● Work instruction: Scan the entries for the word "ring". Every line that has it should be copied.
BEGIN
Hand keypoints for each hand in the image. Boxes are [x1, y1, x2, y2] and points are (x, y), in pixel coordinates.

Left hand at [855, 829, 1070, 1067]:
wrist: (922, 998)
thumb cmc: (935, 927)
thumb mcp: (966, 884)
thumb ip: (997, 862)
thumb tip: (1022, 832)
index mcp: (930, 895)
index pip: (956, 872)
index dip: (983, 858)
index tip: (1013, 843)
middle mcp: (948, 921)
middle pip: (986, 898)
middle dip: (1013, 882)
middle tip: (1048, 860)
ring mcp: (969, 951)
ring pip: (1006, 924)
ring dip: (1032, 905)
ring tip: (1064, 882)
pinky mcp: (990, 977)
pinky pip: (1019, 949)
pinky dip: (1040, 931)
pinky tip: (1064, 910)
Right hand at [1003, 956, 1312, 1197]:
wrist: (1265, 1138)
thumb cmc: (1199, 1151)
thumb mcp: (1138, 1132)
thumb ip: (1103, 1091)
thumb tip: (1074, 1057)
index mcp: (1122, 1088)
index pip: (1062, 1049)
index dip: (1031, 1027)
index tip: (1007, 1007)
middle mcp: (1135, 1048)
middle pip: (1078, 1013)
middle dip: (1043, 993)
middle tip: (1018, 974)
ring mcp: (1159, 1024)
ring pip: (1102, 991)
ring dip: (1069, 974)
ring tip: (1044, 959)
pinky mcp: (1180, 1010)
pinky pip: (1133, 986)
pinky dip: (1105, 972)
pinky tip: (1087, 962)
END
BEGIN
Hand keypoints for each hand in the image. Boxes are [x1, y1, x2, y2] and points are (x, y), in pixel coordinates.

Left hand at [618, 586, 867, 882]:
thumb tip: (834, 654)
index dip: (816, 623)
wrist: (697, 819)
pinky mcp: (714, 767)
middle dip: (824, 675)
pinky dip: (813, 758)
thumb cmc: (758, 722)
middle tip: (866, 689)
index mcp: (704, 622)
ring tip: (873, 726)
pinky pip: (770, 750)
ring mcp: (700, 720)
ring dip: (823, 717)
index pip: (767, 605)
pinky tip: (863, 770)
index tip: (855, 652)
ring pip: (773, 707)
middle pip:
END
● Solution:
ring mcp: (969, 951)
ring pip: (1006, 924)
ring dip: (1032, 905)
ring tip: (1064, 882)
ring mcp: (1159, 1024)
ring pip: (1102, 991)
ring dip: (1069, 974)
ring tip: (1044, 959)
ring tip: (873, 726)
ring mcp: (700, 720)
ring dip: (823, 717)
ring pip: (773, 707)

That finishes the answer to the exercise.